Title: Offshore Wind Submarine Cable Spacing Guidance
Publication Date:
December 01, 2014
Document Number: 734300670/140708
Pages: 54

Document Access

Website: External Link
Attachment: Access File
(1 MB)


TÜV SÜD PMSS; Red Penguin Associates (2014). Offshore Wind Submarine Cable Spacing Guidance. Report by TÜV SÜD. pp 54.

Until recently, developments in offshore electricity generation and the need for long distance power transmission, planned spacing between power cables has largely been a function of economic requirements and grid connection constraints (both key factors in routing decisions). Historically, subsea power transmission links were limited to a few miles in length linking islands to the mainland grid or between points on the mainland where a submarine route across a bay or estuary was economically and technically viable. Such short links are typically concentrated at the most convenient point for connection to the transmission grid and, where strong enough or reinforced, additional cables could be concentrated into that area to meet growing demand.


The distance constraints on subsea HVAC (high voltage alternating current) transmission are now being widened with new technology but still remain limited in efficiency to about 100 km. Developments in HVDC (high voltage direct current) transmission have allowed for longer transmission systems. As the development of offshore transmission of electricity increases, the need for consideration of effective and efficient use of space and routing becomes increasingly important. This is not only to take account of other users of the ocean, the seabed or offshore resources, but also for the security and integrity of the installed assets and of electricity supply.
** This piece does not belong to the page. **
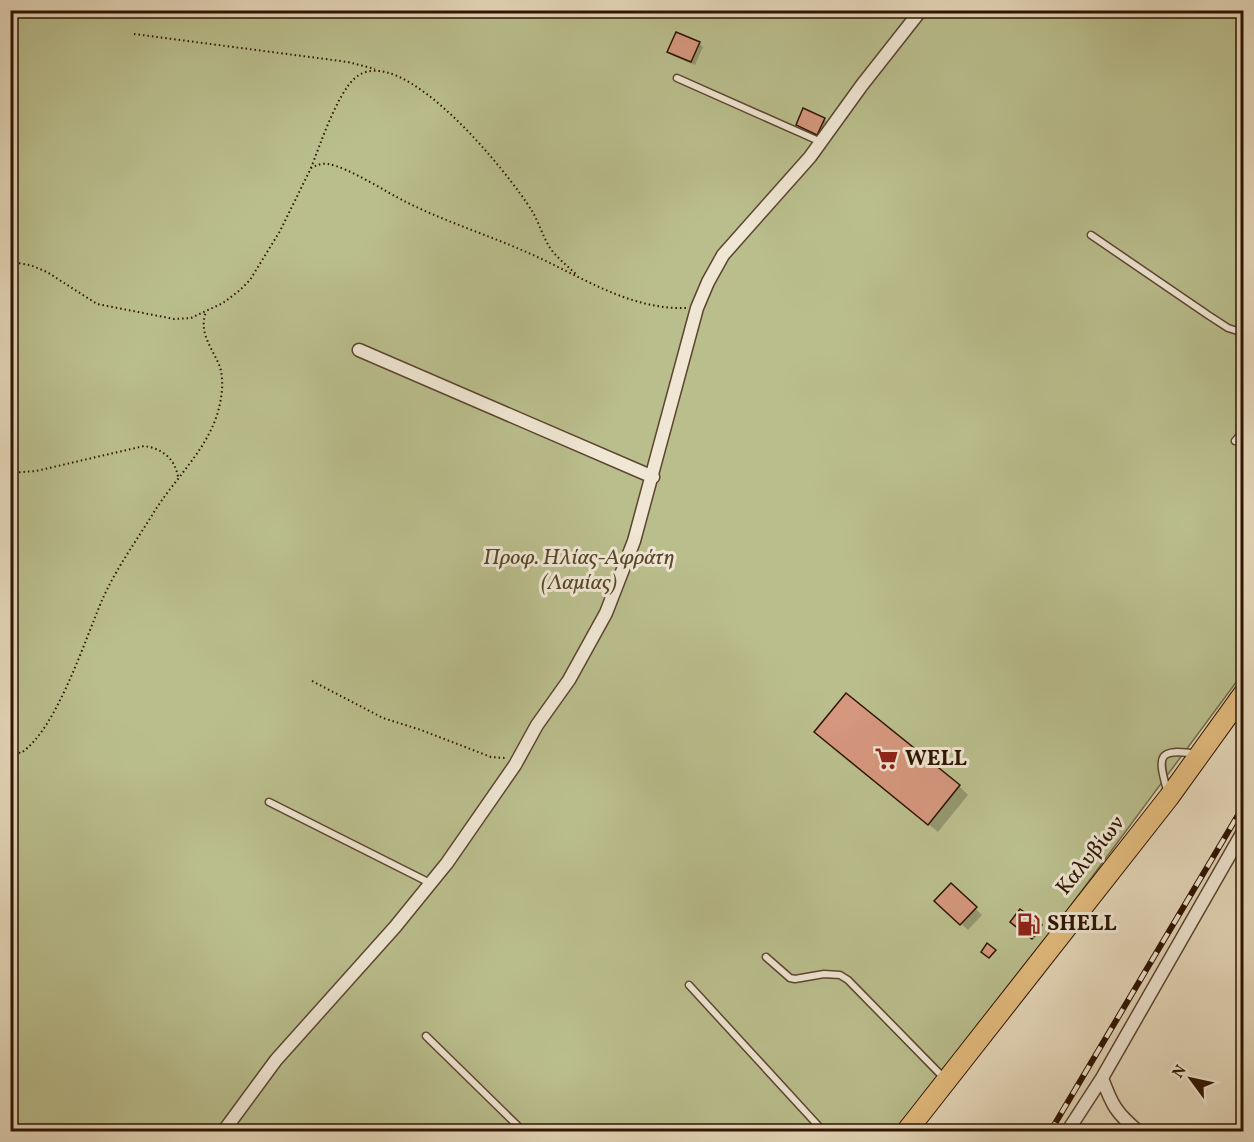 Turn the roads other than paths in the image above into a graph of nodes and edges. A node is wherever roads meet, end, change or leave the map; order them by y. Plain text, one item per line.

This report seeks to identify the factors determining spacing between power transmission cables. While the focus of the report is the development of the offshore wind power transmission around the United States, the findings and conclusions may be considered relevant when determining spacing between cables for other purposes and indeed, between cables and other seabed assets.


In compiling this report it has been identified that there is not an extensive U.S. library of pertinent studies, guidance, data or information and it has been necessary to draw on the experience of other nation states and industries where relevant experience can inform the study.


The objective of this report is to provide a technical reference informing the regulator and developers and provide best practice guidance in respect of cable spacing for the developing offshore wind industry in U.S. waters.